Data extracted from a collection

►

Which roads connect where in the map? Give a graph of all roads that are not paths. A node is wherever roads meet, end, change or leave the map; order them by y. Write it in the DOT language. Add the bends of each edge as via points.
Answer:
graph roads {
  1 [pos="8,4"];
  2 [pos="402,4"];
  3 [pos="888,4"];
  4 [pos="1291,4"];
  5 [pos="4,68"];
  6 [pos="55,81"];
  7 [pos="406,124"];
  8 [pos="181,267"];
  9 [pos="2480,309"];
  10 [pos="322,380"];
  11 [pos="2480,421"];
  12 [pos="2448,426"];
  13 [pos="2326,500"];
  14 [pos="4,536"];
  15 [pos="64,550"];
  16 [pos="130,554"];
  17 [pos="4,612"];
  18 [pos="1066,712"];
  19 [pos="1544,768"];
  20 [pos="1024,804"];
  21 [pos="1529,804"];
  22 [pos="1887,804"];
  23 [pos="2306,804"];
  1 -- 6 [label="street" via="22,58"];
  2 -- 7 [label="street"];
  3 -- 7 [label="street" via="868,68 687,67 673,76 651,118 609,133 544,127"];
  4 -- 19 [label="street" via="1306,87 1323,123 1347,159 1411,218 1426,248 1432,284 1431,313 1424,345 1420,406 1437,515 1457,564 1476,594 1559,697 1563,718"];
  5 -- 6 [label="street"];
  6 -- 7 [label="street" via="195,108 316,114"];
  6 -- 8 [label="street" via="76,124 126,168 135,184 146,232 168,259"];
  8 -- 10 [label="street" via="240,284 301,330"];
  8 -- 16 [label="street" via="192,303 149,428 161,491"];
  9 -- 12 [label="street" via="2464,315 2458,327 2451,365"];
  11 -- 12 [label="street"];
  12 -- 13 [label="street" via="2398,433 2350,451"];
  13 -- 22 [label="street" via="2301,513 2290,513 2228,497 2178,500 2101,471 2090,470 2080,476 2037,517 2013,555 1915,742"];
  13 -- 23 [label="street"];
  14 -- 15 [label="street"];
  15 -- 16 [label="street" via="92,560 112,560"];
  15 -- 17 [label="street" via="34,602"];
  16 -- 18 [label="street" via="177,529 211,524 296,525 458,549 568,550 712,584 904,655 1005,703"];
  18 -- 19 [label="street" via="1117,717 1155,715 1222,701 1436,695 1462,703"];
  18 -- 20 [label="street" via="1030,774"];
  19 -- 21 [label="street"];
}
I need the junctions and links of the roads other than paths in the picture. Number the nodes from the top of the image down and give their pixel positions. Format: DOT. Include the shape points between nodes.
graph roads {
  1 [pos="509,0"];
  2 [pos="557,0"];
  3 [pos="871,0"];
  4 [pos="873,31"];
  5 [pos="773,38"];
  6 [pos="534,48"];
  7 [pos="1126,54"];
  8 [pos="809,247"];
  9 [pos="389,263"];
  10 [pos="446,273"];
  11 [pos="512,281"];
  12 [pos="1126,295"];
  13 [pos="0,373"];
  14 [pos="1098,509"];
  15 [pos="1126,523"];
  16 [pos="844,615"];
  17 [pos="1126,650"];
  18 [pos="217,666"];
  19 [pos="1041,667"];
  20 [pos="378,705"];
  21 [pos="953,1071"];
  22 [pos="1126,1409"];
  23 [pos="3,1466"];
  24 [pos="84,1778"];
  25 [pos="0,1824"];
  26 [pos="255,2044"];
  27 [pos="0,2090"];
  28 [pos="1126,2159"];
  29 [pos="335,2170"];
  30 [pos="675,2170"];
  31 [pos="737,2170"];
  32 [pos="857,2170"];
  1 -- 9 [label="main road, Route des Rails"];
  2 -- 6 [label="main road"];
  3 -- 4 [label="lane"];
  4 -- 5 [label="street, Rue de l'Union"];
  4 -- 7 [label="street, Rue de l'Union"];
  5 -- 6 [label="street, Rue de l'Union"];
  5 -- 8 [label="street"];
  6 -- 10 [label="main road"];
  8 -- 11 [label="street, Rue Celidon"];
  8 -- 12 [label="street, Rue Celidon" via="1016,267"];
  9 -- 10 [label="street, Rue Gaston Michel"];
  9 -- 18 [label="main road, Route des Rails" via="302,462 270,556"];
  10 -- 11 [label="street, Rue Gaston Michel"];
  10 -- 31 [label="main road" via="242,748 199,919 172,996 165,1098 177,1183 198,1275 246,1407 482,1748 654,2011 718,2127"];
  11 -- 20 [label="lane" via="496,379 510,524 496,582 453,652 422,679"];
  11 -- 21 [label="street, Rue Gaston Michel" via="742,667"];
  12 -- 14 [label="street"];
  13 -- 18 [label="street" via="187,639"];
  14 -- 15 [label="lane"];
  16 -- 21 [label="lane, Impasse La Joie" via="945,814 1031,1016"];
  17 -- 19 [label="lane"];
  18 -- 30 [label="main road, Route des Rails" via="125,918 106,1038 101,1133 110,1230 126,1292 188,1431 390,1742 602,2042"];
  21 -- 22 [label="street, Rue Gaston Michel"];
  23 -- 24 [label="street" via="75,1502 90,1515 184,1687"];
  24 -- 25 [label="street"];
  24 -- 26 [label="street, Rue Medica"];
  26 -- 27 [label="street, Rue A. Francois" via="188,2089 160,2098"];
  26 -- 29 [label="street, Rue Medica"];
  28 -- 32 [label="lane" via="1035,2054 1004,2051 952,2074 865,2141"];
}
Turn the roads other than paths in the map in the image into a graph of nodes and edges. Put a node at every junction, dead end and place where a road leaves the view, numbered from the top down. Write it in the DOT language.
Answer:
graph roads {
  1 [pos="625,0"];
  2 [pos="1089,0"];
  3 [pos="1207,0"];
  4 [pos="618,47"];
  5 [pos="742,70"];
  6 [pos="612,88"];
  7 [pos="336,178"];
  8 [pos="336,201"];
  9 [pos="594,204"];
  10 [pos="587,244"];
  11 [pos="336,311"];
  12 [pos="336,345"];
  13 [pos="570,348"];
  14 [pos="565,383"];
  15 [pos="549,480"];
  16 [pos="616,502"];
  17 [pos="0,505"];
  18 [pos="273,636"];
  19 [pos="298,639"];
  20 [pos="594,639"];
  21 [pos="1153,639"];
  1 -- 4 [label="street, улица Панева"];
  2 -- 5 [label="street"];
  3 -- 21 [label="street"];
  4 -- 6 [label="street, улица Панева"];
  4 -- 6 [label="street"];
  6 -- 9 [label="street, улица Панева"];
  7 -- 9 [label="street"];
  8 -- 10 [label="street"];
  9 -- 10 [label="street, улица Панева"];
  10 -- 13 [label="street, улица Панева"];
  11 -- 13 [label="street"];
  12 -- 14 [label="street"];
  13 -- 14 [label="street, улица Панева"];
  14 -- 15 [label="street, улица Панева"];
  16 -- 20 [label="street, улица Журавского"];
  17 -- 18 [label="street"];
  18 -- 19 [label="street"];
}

◄

▶ Directions for this task
Retype the entries exactly, please. Leave no line out.

▶ Solved exercise
Which roads connect where in the map? Give a graph of all roads that are not paths. A node is wherever roads meet, end, change or leave the map; order them by y. Write it in the DOT language. Add the bends of each edge as via points.
Answer:
graph roads {
  1 [pos="8,4"];
  2 [pos="402,4"];
  3 [pos="888,4"];
  4 [pos="1291,4"];
  5 [pos="4,68"];
  6 [pos="55,81"];
  7 [pos="406,124"];
  8 [pos="181,267"];
  9 [pos="2480,309"];
  10 [pos="322,380"];
  11 [pos="2480,421"];
  12 [pos="2448,426"];
  13 [pos="2326,500"];
  14 [pos="4,536"];
  15 [pos="64,550"];
  16 [pos="130,554"];
  17 [pos="4,612"];
  18 [pos="1066,712"];
  19 [pos="1544,768"];
  20 [pos="1024,804"];
  21 [pos="1529,804"];
  22 [pos="1887,804"];
  23 [pos="2306,804"];
  1 -- 6 [label="street" via="22,58"];
  2 -- 7 [label="street"];
  3 -- 7 [label="street" via="868,68 687,67 673,76 651,118 609,133 544,127"];
  4 -- 19 [label="street" via="1306,87 1323,123 1347,159 1411,218 1426,248 1432,284 1431,313 1424,345 1420,406 1437,515 1457,564 1476,594 1559,697 1563,718"];
  5 -- 6 [label="street"];
  6 -- 7 [label="street" via="195,108 316,114"];
  6 -- 8 [label="street" via="76,124 126,168 135,184 146,232 168,259"];
  8 -- 10 [label="street" via="240,284 301,330"];
  8 -- 16 [label="street" via="192,303 149,428 161,491"];
  9 -- 12 [label="street" via="2464,315 2458,327 2451,365"];
  11 -- 12 [label="street"];
  12 -- 13 [label="street" via="2398,433 2350,451"];
  13 -- 22 [label="street" via="2301,513 2290,513 2228,497 2178,500 2101,471 2090,470 2080,476 2037,517 2013,555 1915,742"];
  13 -- 23 [label="street"];
  14 -- 15 [label="street"];
  15 -- 16 [label="street" via="92,560 112,560"];
  15 -- 17 [label="street" via="34,602"];
  16 -- 18 [label="street" via="177,529 211,524 296,525 458,549 568,550 712,584 904,655 1005,703"];
  18 -- 19 [label="street" via="1117,717 1155,715 1222,701 1436,695 1462,703"];
  18 -- 20 [label="street" via="1030,774"];
  19 -- 21 [label="street"];
}
I need the junctions and links of the roads other than paths in the picture. Number the nodes from the top of the image down and give their pixel positions. Format: DOT. Include the shape points between nodes.
graph roads {
  1 [pos="509,0"];
  2 [pos="557,0"];
  3 [pos="871,0"];
  4 [pos="873,31"];
  5 [pos="773,38"];
  6 [pos="534,48"];
  7 [pos="1126,54"];
  8 [pos="809,247"];
  9 [pos="389,263"];
  10 [pos="446,273"];
  11 [pos="512,281"];
  12 [pos="1126,295"];
  13 [pos="0,373"];
  14 [pos="1098,509"];
  15 [pos="1126,523"];
  16 [pos="844,615"];
  17 [pos="1126,650"];
  18 [pos="217,666"];
  19 [pos="1041,667"];
  20 [pos="378,705"];
  21 [pos="953,1071"];
  22 [pos="1126,1409"];
  23 [pos="3,1466"];
  24 [pos="84,1778"];
  25 [pos="0,1824"];
  26 [pos="255,2044"];
  27 [pos="0,2090"];
  28 [pos="1126,2159"];
  29 [pos="335,2170"];
  30 [pos="675,2170"];
  31 [pos="737,2170"];
  32 [pos="857,2170"];
  1 -- 9 [label="main road, Route des Rails"];
  2 -- 6 [label="main road"];
  3 -- 4 [label="lane"];
  4 -- 5 [label="street, Rue de l'Union"];
  4 -- 7 [label="street, Rue de l'Union"];
  5 -- 6 [label="street, Rue de l'Union"];
  5 -- 8 [label="street"];
  6 -- 10 [label="main road"];
  8 -- 11 [label="street, Rue Celidon"];
  8 -- 12 [label="street, Rue Celidon" via="1016,267"];
  9 -- 10 [label="street, Rue Gaston Michel"];
  9 -- 18 [label="main road, Route des Rails" via="302,462 270,556"];
  10 -- 11 [label="street, Rue Gaston Michel"];
  10 -- 31 [label="main road" via="242,748 199,919 172,996 165,1098 177,1183 198,1275 246,1407 482,1748 654,2011 718,2127"];
  11 -- 20 [label="lane" via="496,379 510,524 496,582 453,652 422,679"];
  11 -- 21 [label="street, Rue Gaston Michel" via="742,667"];
  12 -- 14 [label="street"];
  13 -- 18 [label="street" via="187,639"];
  14 -- 15 [label="lane"];
  16 -- 21 [label="lane, Impasse La Joie" via="945,814 1031,1016"];
  17 -- 19 [label="lane"];
  18 -- 30 [label="main road, Route des Rails" via="125,918 106,1038 101,1133 110,1230 126,1292 188,1431 390,1742 602,2042"];
  21 -- 22 [label="street, Rue Gaston Michel"];
  23 -- 24 [label="street" via="75,1502 90,1515 184,1687"];
  24 -- 25 [label="street"];
  24 -- 26 [label="street, Rue Medica"];
  26 -- 27 [label="street, Rue A. Francois" via="188,2089 160,2098"];
  26 -- 29 [label="street, Rue Medica"];
  28 -- 32 [label="lane" via="1035,2054 1004,2051 952,2074 865,2141"];
}
Turn the roads other than paths in the map in the image into a graph of nodes and edges. Put a node at every junction, dead end and place where a road leaves the view, numbered from the top down. Write it in the DOT language.
Answer:
graph roads {
  1 [pos="625,0"];
  2 [pos="1089,0"];
  3 [pos="1207,0"];
  4 [pos="618,47"];
  5 [pos="742,70"];
  6 [pos="612,88"];
  7 [pos="336,178"];
  8 [pos="336,201"];
  9 [pos="594,204"];
  10 [pos="587,244"];
  11 [pos="336,311"];
  12 [pos="336,345"];
  13 [pos="570,348"];
  14 [pos="565,383"];
  15 [pos="549,480"];
  16 [pos="616,502"];
  17 [pos="0,505"];
  18 [pos="273,636"];
  19 [pos="298,639"];
  20 [pos="594,639"];
  21 [pos="1153,639"];
  1 -- 4 [label="street, улица Панева"];
  2 -- 5 [label="street"];
  3 -- 21 [label="street"];
  4 -- 6 [label="street, улица Панева"];
  4 -- 6 [label="street"];
  6 -- 9 [label="street, улица Панева"];
  7 -- 9 [label="street"];
  8 -- 10 [label="street"];
  9 -- 10 [label="street, улица Панева"];
  10 -- 13 [label="street, улица Панева"];
  11 -- 13 [label="street"];
  12 -- 14 [label="street"];
  13 -- 14 [label="street, улица Панева"];
  14 -- 15 [label="street, улица Панева"];
  16 -- 20 [label="street, улица Журавского"];
  17 -- 18 [label="street"];
  18 -- 19 [label="street"];
}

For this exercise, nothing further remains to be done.